Work task: For each line in the data below that has the word "REED", copy that line.

Given entries:
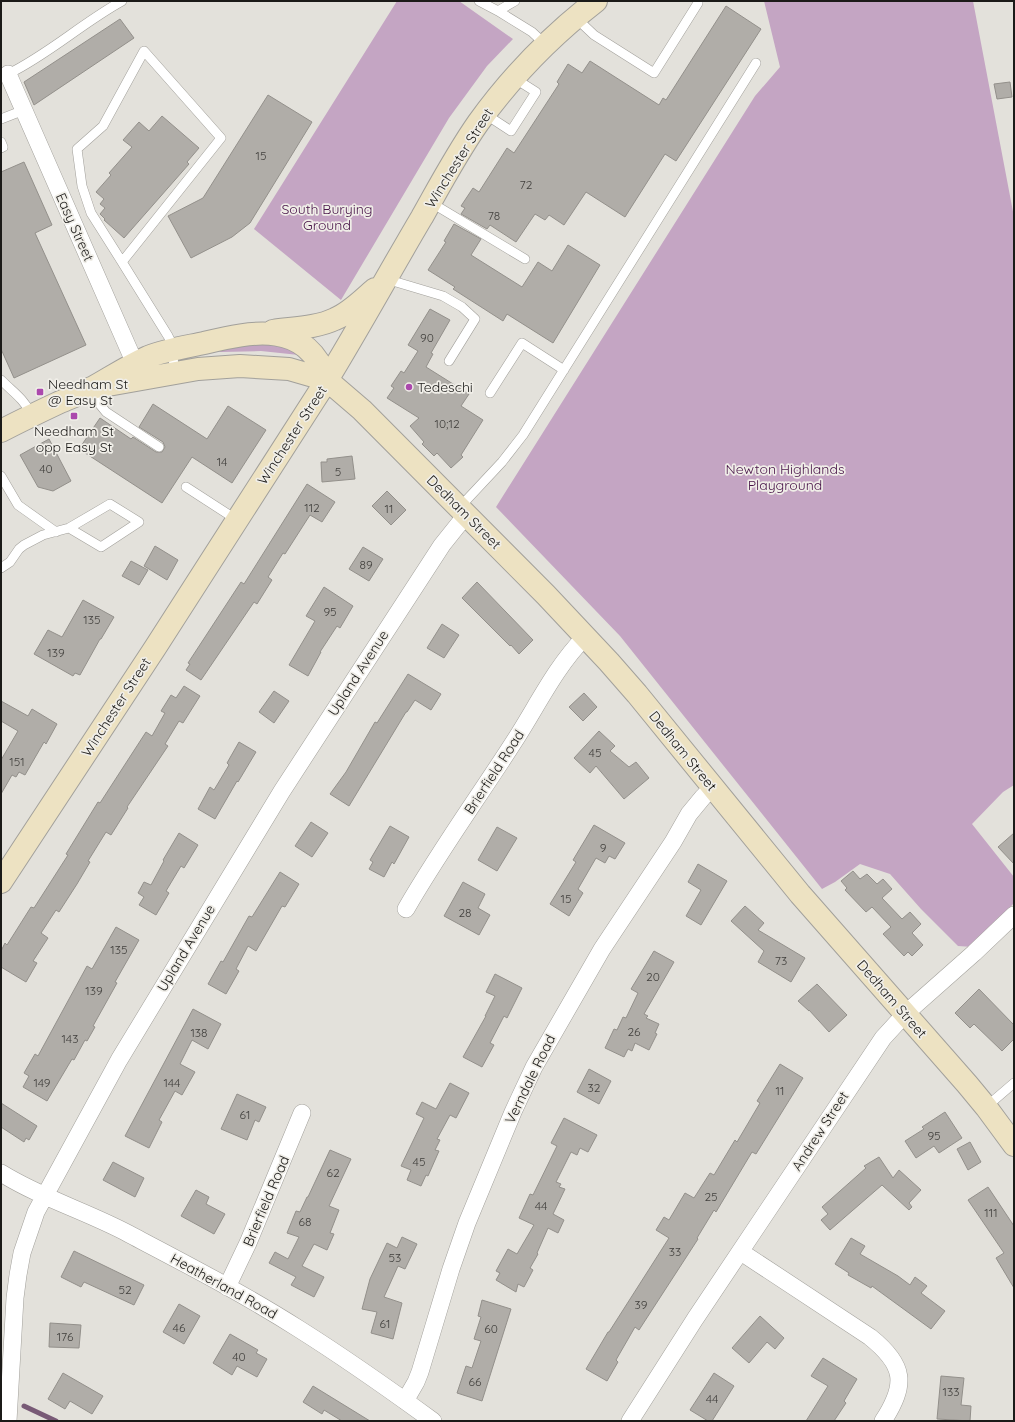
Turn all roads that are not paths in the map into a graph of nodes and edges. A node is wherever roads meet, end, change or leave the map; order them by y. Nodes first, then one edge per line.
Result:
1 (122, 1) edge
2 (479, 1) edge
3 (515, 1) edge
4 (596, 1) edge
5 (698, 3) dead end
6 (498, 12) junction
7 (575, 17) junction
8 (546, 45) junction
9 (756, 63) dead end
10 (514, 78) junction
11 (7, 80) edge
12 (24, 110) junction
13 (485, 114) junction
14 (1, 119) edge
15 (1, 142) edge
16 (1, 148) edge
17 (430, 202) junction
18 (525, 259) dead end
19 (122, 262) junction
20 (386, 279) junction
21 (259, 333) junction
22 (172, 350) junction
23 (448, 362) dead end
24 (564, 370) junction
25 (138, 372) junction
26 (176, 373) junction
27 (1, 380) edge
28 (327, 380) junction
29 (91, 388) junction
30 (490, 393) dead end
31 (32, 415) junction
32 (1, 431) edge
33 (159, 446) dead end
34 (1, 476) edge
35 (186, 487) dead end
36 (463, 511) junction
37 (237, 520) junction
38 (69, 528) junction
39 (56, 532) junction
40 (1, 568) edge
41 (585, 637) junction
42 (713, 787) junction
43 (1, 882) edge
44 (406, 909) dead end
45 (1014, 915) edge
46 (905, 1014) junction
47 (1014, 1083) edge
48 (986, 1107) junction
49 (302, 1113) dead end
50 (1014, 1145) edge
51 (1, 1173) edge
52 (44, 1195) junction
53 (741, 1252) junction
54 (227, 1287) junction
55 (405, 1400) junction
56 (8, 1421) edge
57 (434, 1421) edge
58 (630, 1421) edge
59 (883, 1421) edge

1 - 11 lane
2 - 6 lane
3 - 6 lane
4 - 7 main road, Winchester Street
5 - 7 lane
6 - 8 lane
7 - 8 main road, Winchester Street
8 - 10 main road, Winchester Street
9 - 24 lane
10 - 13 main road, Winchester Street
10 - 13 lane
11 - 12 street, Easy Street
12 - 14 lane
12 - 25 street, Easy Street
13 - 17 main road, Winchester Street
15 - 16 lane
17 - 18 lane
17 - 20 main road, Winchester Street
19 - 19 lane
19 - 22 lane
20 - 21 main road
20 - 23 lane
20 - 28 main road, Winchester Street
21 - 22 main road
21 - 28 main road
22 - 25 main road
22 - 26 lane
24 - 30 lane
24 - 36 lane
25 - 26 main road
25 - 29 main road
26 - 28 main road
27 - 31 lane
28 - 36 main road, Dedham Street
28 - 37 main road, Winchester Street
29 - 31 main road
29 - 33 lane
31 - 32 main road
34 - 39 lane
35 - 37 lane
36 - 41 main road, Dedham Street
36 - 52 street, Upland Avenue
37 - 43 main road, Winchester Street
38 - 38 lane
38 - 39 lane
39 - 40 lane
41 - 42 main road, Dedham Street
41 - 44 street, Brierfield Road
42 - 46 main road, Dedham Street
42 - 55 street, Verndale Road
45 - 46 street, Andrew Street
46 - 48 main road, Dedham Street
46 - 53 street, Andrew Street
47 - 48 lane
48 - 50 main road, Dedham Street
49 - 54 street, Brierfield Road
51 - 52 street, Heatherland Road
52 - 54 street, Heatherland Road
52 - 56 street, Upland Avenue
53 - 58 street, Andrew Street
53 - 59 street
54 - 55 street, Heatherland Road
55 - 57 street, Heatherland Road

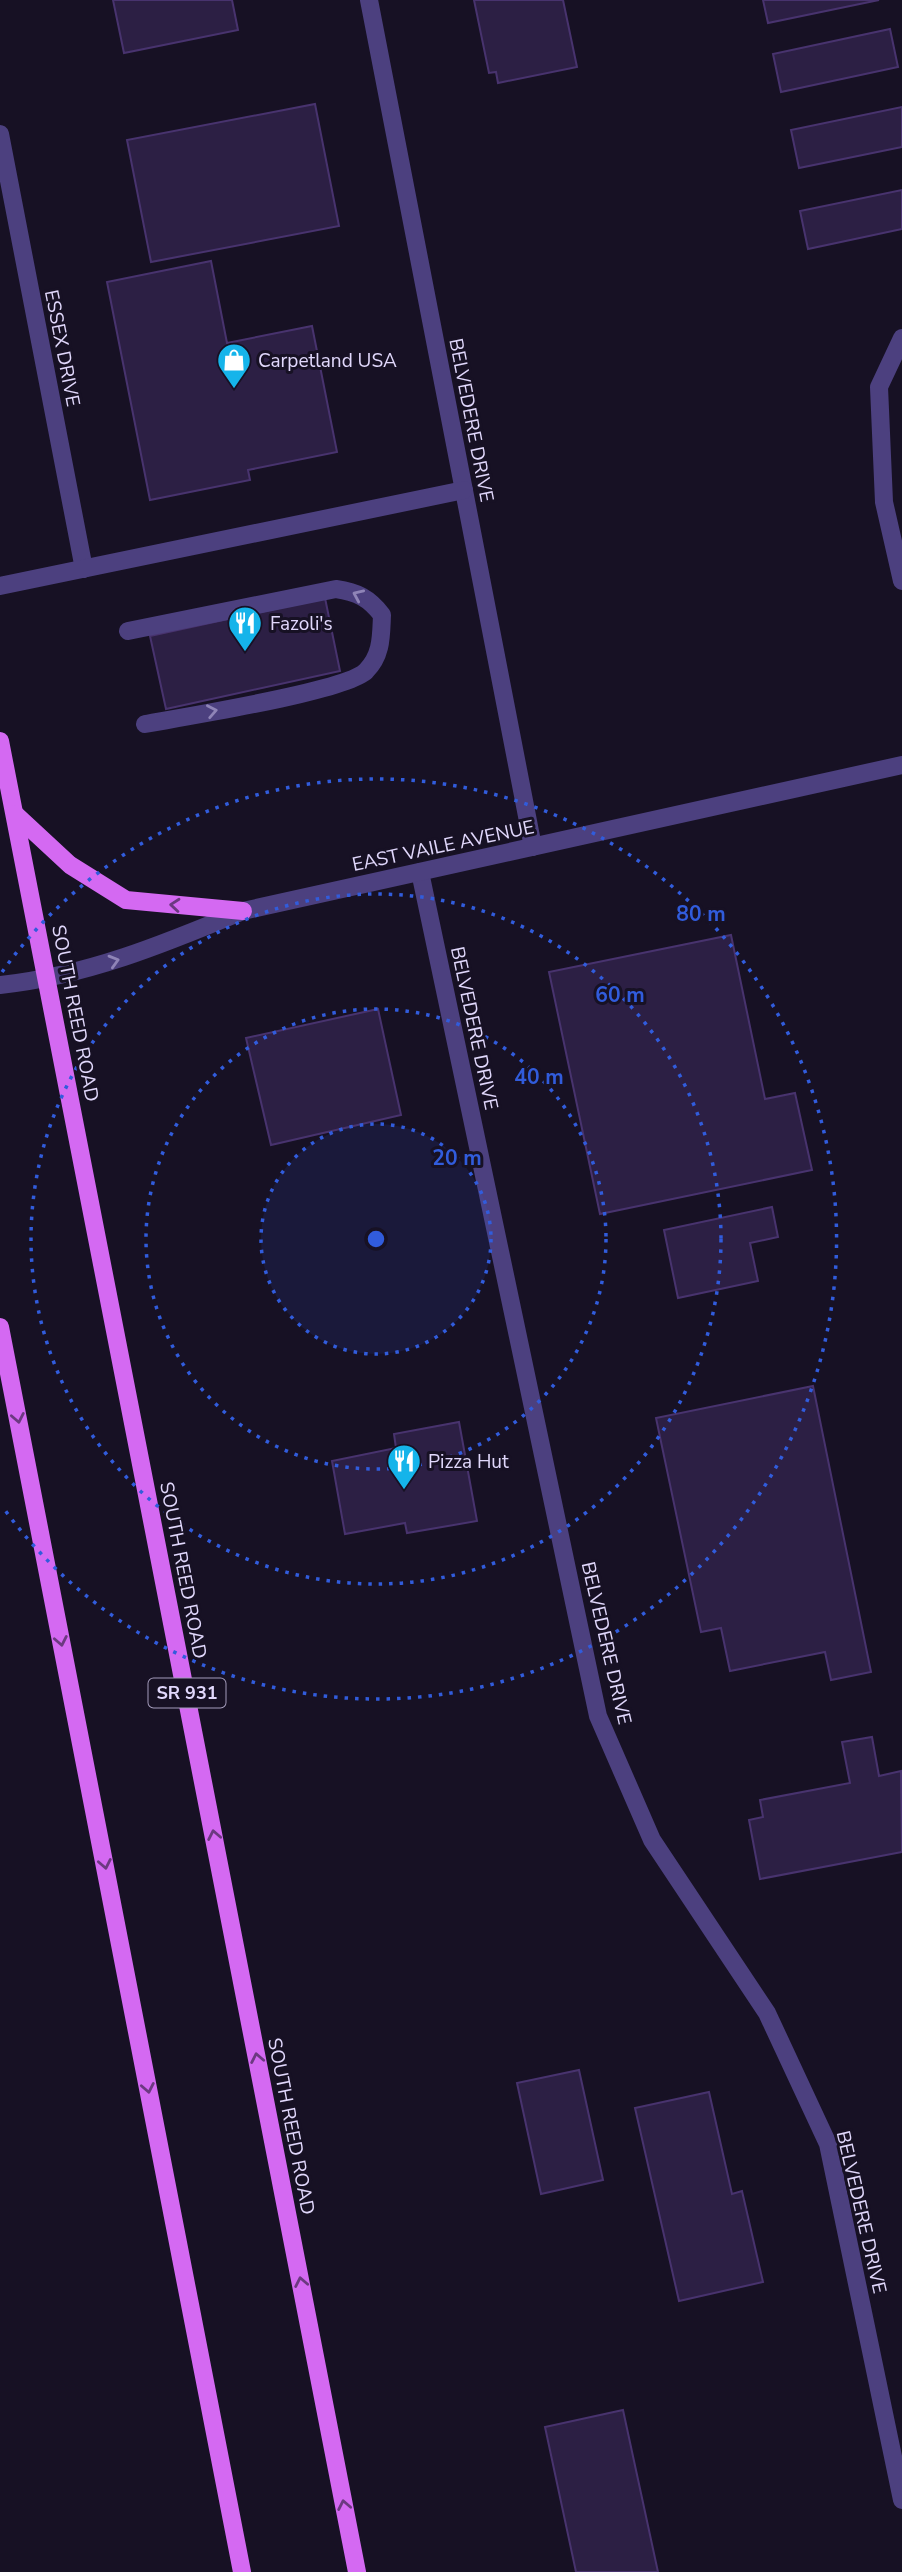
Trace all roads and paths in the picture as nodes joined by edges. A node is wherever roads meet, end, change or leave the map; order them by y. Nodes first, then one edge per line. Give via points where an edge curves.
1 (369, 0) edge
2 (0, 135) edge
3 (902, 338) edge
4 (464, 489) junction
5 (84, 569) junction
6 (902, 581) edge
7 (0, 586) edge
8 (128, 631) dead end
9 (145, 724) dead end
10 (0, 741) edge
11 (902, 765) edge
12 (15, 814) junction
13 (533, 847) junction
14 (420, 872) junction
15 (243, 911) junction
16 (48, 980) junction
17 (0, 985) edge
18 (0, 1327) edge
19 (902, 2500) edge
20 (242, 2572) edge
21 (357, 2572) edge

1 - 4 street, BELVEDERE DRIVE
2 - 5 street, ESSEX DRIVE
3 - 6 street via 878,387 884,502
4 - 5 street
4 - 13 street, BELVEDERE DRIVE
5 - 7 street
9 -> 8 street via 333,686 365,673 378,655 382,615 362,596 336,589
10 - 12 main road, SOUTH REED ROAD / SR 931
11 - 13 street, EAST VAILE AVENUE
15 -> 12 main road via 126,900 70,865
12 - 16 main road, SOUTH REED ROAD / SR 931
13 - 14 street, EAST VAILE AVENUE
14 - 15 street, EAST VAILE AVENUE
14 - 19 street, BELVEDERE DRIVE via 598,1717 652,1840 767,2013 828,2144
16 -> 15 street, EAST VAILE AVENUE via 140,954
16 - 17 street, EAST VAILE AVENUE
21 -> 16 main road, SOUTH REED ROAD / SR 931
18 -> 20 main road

The completed task:
10 - 12 main road, SOUTH REED ROAD / SR 931
12 - 16 main road, SOUTH REED ROAD / SR 931
21 -> 16 main road, SOUTH REED ROAD / SR 931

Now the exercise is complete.